How can the Teradata Queryband be used to measure Resource Usage?
Assume you have just created an alternative version of an SQL statement that seems to be performing better. Right as you show it to a co-worker, it is not so fast anymore regarding calendar time passed. So are you wrong about your improvement?
Here is an easy way to document the performance before and after your work.
You can wrap your alternative query versions in a query band in Teradata to generate clearly distinguishable tracks of the resource usage. The figures can be read out and used for documentation and presentation purposes quickly.
Follow these steps:
1. Ensure that your Teradata SQL Assistant session does not do any other tasks once you set the query band.

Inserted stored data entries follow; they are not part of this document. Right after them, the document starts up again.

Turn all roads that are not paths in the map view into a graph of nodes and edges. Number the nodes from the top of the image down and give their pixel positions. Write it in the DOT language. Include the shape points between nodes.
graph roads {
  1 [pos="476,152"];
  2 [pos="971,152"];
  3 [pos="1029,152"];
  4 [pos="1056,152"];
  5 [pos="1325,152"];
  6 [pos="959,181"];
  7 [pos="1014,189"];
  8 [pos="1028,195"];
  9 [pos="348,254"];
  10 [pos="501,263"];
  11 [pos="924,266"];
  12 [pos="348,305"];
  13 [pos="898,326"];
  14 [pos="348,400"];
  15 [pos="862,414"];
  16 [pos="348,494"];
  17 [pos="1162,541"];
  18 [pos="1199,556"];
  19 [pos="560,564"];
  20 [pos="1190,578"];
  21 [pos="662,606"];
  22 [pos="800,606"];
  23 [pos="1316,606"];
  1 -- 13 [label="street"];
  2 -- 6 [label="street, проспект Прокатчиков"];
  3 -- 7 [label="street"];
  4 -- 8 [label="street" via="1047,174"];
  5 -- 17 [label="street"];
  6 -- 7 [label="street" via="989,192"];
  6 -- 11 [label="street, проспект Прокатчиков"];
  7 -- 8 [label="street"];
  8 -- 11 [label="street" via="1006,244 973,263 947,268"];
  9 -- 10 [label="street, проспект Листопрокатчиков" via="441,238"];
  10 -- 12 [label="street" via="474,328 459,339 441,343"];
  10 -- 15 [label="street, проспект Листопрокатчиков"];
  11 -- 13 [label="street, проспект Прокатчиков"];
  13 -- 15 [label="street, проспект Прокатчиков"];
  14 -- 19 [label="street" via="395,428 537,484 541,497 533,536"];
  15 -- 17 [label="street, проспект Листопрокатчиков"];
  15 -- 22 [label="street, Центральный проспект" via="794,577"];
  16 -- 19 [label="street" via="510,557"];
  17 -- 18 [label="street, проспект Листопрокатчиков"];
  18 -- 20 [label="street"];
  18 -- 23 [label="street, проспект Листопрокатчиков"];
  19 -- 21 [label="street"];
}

2. Configure the query band for the first version of your SQL, run the SQL and only the SQL immediately after the query band opening and end the query band immediately after the SQL returns a result.
SET QUERY_BAND = ‘QUERY1=VS1;’ FOR SESSION ;
SET QUERY_BAND=NONE FOR SESSION;
3. Perform step 2 for your second SQL version, using a different query band name, e.g. ‘QUERY1=VS2;’
4. Display and compare the resource usage results using the following summary:
sel queryband, NumResultRows, NumSteps, TotalIOCount, AMPCPUTime, ParserCPUTime, NumOfActiveAMPs, MaxCPUAmpNumber, MinAmpIO,MAxAmPIO, MaxIOAmpNumber, SpoolUsage
where trim(queryband) LIKE ‘%QUERY1=%’
and queryText LIKE ‘%SELECT%’
It might take a few minutes until Teradata writes your activity from the cache to the dbc table. So do not worry if an immediate execution of step 4 returns no rows. Plan your result presentation around this delay in order not to make your target audience impatient.
Depending on where the focus and expectations of your tuning efforts lie, one or the other measure is more important to you.
You have a hard proof of your success at hand now.